Today was such a busy day, but it ended up being so good.
Tonight was the first Wednesday that I feel like I really took some ownership in the planning aspects of things. My heart has been so burdened on Wednesday nights as I watch so many of our students just going through the motions of worship, and so a few weeks ago, as my boss and I were talking with some of our volunteers we decided to do a night focused on worship.
Wouldn't you know.. I happen to sing occasionally with a stellar group of boys who I could call in a favor.
Not gonna lie.. I was really stressed about today.
Would all the elements come together?
Would I plan the mess out of this thing and hinder the Spirit from moving?
Would the band catch the vision of the night, having never seen our students before?
Would the students even respond?
I want to do my job well.
I woke up today, still stressed.. went to Walmart to buy things for communion and the time of confession.
Got to the student center and began putting lyrics into Media Shout, even though I have no idea how that mess works.
I barely acknowledged the boys as they pulled up with the trailer because I was stressed, tired, and super busy.

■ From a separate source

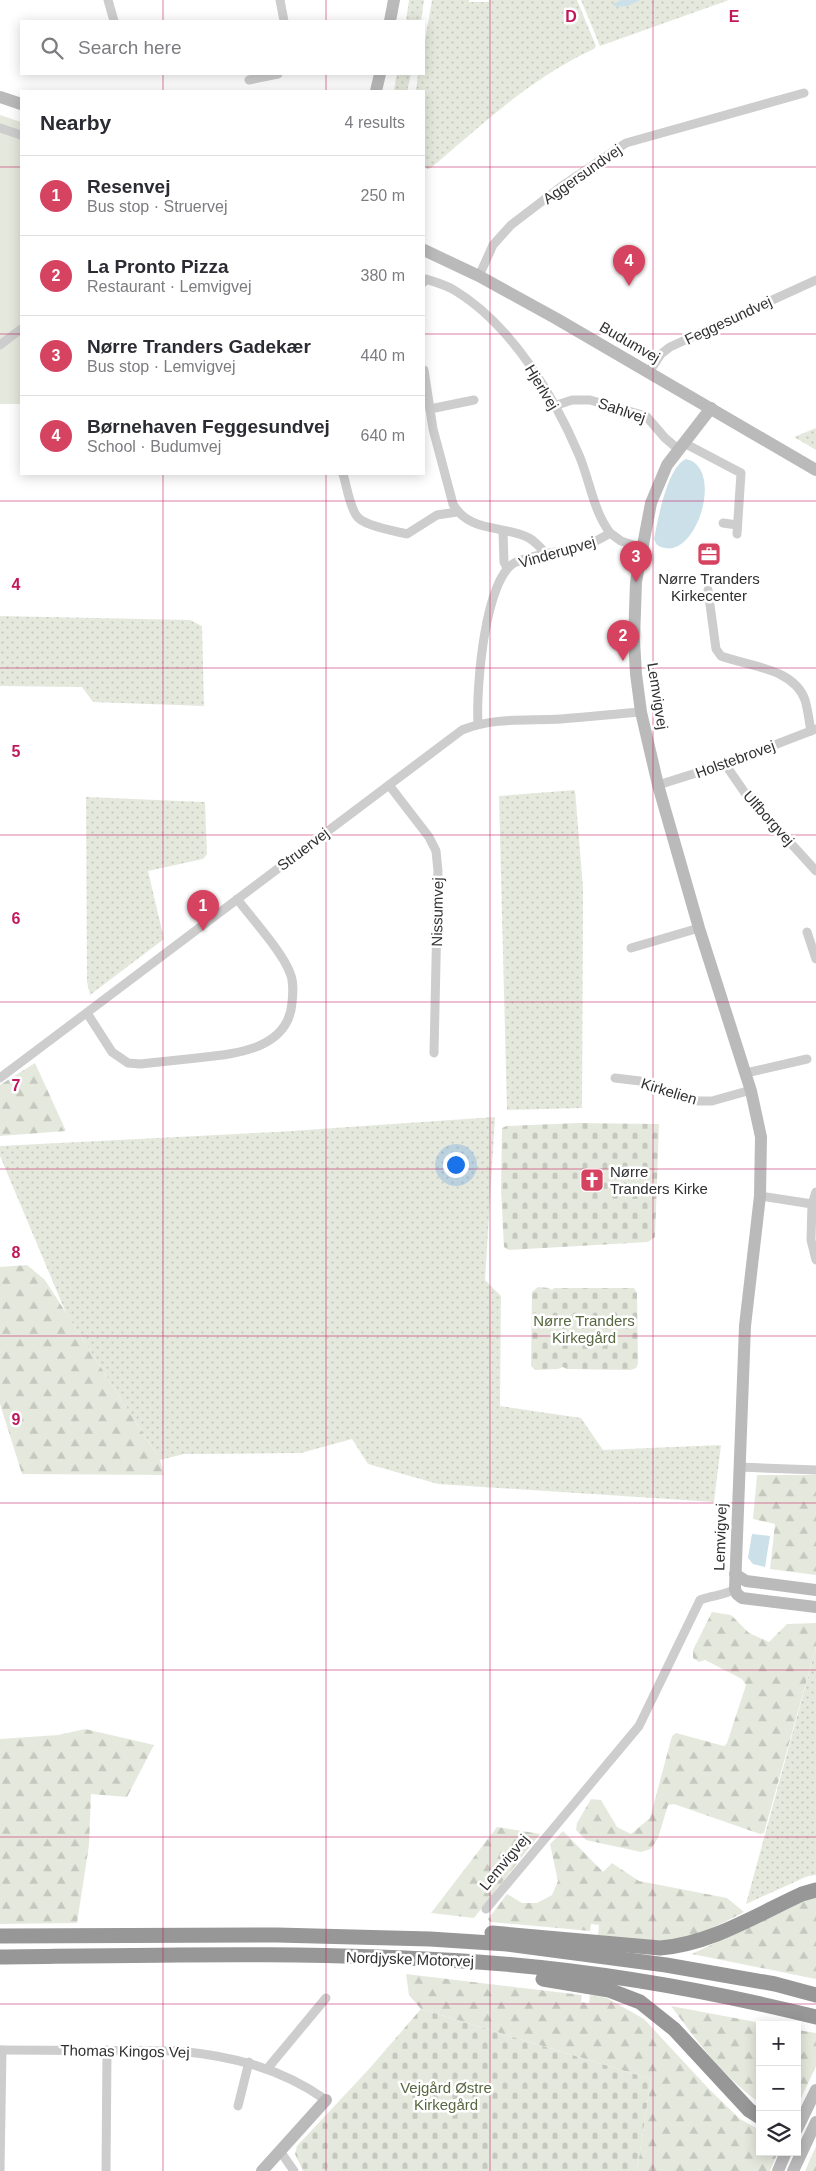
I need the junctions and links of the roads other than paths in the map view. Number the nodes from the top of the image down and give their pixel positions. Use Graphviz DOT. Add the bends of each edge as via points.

It wasn't until much later, as I was washing the grapes and breaking up the bread for communion. Yeah, we used grapes. Hello- teenagers + grape juice on carpet = a bad idea! Anyway, as I was getting the stuff for communion ready, my thoughts were abruptly interrupted. The body and blood of Christ... tonight wasn't about me and worship planning skills or how pretty I'd sound with the band, or our transitions.... everything I was doing was all in vain, if it wasn't for the glory of God.
Attitude check... fo sho.
Seth even called me out on how much I was worrying. I needed that reminder that I had invited people with specific callings on their lives to be a part of this, and they were worshipping God by using those gifts. Seth- I don't need to tell him how to do his job or worry that he's not going to what he's supposed to. He's an incredibly gifted worship leader, and has a calling on his life to lead other to the Cross in worship. My boss, Pat- I don't need to worry about whether or not he's going to be able to express the purpose of the elements of tonight's worship. He's been gifted and called by the Lord to pastor students. Yes, I'm a details and organizational kind of person (although you wouldn't know it if you saw my room!), because that's how God created me to be..
as the Body, we all have a purpose.
Today, I tried to do everyone's job, and when I knew I couldn't, I let worry overcome me.
LAME.
Anyway, students got there at 6. We set up the game and cafe outside, and didn't let students in the student center at all. They were intrigued.
After about 30 minutes outside.. we prayed together, and I instructed them to enter reverently, as they made their way to butcher paper on the wall. On the butcher paper they wrote what worship means to each of them. It was cool to go back and look at what they wrote.
The band intermingled their songs with different elements (scripture reading, confession, communion), and I'm hoping that the Spirit was really moving. It was the most responsive I've seen our group, and it blessed my heart to see them even slightly awakened to the presence of God moving around them. I'm praying big things for these kiddos.
And man oh man, I am one blessed Molly to have such wonderful friends who would do a favor like this for me. Those boys, I just love them so much. We did a podcast after the students left (www.rbbcrock.com, under "messages"), and one of the things I mentioned was how I love that at any given moment I can look around the stage when I'm singing with them, and see every one of them worshipping. Their hearts are in the right place, and I love the example of Christ they are for me.
Tonight was a good night, once I relinquished control and recognized the Holy Spirit could do so much more than any planning I might come up with... even if no one else felt God's presence, I know I heard from Him. I'm grateful that as I got all crazy, worship planning wild, the Lord reminded me that we're called to worship Him in all things.